Key Takeaways
- Rapid adoption of AEC and advanced DSP technologies positions the company for outsized market share and sustained high-margin growth beyond analyst expectations.
- Increasing demand from AI, data center, and diversified markets, plus newfound IP monetization, sets up significant recurring revenue and lower customer risk.
- Heavy reliance on a few hyperscale customers and industry shifts expose Credo to revenue volatility, margin pressure, and increasing competitive and regulatory risks.
Catalysts
About Credo Technology Group Holding- Provides various high-speed connectivity solutions for optical and electrical Ethernet, and PCIe applications in the United States, Taiwan, Mainland China, Hong Kong, and internationally.
- Analyst consensus expects Credo's AEC and PCIe product lines to expand total addressable market and revenue, but this significantly underestimates the magnitude and speed of the ramp: recent results show AEC adoption is accelerating at an unprecedented rate across both intra
- and inter-rack use cases, and new hyperscaler wins point to multiple years of outsized revenue growth, well above prior estimates for the entire connectivity market.

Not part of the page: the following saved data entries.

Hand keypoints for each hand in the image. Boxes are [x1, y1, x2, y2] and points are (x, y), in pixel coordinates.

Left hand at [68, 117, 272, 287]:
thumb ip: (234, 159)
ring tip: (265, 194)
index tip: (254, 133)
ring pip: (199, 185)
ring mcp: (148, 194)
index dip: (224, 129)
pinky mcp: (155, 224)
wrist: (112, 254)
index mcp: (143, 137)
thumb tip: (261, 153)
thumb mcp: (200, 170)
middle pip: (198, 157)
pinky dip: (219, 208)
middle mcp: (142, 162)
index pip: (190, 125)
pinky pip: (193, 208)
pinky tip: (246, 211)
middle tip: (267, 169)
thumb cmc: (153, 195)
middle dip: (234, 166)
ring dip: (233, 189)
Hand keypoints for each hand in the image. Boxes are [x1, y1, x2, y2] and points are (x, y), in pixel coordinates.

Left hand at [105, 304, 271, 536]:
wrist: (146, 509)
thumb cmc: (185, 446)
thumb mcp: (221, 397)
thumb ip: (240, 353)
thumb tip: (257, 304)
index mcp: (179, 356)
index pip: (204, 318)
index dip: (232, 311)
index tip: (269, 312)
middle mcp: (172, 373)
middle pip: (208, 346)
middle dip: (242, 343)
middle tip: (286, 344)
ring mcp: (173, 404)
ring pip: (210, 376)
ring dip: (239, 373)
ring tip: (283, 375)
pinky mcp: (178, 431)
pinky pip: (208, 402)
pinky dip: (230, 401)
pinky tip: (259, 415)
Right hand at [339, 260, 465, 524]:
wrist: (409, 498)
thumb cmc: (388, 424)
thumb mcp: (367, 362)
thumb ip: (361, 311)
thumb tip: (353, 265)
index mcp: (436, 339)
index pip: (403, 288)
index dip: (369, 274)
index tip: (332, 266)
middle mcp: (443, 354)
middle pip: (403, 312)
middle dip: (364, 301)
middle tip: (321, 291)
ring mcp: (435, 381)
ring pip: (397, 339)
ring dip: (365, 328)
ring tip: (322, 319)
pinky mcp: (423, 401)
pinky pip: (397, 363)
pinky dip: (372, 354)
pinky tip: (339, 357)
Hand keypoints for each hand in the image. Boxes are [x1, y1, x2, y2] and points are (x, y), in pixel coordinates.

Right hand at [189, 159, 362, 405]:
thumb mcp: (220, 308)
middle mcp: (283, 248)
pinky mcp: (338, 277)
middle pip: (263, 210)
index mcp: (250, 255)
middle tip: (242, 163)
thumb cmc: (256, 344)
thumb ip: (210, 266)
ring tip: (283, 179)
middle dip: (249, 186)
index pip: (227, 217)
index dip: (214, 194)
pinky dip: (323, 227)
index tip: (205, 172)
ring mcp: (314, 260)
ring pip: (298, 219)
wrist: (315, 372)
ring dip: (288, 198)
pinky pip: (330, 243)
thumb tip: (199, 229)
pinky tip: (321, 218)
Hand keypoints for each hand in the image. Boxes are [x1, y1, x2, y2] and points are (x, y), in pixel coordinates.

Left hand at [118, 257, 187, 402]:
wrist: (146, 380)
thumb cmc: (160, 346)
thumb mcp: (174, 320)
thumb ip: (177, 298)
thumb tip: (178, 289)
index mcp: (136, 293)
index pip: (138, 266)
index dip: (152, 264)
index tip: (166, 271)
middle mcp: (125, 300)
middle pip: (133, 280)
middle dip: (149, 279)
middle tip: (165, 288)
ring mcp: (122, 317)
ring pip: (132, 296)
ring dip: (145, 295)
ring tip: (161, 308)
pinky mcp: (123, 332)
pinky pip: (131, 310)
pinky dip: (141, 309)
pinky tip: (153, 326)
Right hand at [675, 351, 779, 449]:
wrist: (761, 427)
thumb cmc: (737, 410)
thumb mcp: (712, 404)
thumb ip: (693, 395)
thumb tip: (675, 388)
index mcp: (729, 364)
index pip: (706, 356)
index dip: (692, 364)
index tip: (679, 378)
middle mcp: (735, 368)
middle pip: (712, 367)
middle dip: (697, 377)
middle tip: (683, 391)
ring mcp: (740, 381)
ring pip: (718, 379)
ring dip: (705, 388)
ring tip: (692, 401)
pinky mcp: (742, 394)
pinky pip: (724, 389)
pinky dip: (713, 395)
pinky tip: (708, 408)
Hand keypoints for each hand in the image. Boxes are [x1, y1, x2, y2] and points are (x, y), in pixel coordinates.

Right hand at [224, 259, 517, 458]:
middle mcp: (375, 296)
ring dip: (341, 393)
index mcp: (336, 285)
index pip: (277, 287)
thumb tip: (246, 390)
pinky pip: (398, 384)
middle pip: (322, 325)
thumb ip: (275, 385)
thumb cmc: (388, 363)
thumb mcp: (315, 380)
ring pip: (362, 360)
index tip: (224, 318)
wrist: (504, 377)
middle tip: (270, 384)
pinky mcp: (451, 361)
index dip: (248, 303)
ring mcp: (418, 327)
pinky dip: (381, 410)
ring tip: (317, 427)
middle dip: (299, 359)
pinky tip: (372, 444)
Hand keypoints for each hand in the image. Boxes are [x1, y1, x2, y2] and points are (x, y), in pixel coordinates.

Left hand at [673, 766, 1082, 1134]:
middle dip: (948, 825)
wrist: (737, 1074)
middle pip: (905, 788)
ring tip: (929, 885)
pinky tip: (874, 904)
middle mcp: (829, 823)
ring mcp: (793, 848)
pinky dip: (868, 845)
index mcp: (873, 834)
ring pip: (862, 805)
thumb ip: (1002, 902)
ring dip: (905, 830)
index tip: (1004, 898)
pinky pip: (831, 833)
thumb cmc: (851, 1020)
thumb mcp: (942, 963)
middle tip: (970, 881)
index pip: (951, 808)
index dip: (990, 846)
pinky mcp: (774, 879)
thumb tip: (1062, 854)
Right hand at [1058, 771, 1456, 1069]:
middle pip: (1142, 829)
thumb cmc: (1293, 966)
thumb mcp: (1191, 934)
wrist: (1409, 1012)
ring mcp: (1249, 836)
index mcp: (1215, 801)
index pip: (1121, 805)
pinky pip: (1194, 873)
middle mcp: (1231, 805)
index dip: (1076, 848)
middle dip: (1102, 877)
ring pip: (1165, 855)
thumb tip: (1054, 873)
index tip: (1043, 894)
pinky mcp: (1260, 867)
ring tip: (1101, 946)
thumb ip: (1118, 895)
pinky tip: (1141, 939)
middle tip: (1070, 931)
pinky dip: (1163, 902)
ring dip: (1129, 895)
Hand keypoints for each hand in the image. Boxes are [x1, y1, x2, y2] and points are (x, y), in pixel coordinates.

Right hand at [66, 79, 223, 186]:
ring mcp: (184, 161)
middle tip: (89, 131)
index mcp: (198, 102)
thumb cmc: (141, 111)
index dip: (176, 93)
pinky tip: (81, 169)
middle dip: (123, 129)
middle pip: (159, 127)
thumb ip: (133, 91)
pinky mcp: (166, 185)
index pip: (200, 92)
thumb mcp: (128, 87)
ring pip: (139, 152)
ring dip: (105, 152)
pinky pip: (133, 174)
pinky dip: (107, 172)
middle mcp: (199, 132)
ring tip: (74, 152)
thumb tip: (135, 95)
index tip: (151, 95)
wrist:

- Analysts broadly agree that optical DSP and PCIe retimers will be substantial future growth drivers, but this view is still conservative-Credo's leapfrogging to 3-nanometer for optical DSP, system-level design engagement, and customer-specific innovation position the company for outsized share in the inevitable 1.6T upgrade cycle, while its protocol-agnostic retimer platform could capture the majority of PCIe, Ethernet, and proprietary AI interconnects, driving superior gross and net margins as network speeds scale.
- The accelerating proliferation of AI, cloud, and next-generation data center architectures is not only driving robust demand for Credo's high-speed, low-power connectivity but is also creating new, yet unquantified use-cases such as expanded GPU-memory connect and disaggregated, modular compute, setting the stage for step-function expansion in recurring product revenues over the next 3–5 years.
- Recent moves to settle IP litigation and expand licensing relationships indicate a clear intent to monetize proprietary SerDes and DSP intellectual property, creating a potential high-margin, recurring royalty stream that is currently not reflected in analyst models, with upside to long-term profitability and cash flow.
- The continued expansion into new hyperscaler, neo-cloud, sovereign, and non-cloud markets (including automotive and 5G infrastructure) will diversify the customer base even further, lowering concentration risk, supporting sustainable revenue growth, and enabling stronger operating leverage as Credo scales with global AI and datacenter megatrends.
Credo Technology Group Holding Future Earnings and Revenue Growth
Assumptions
How have these above catalysts been quantified?- This narrative explores a more optimistic perspective on Credo Technology Group Holding compared to the consensus, based on a Fair Value that aligns with the bullish cohort of analysts.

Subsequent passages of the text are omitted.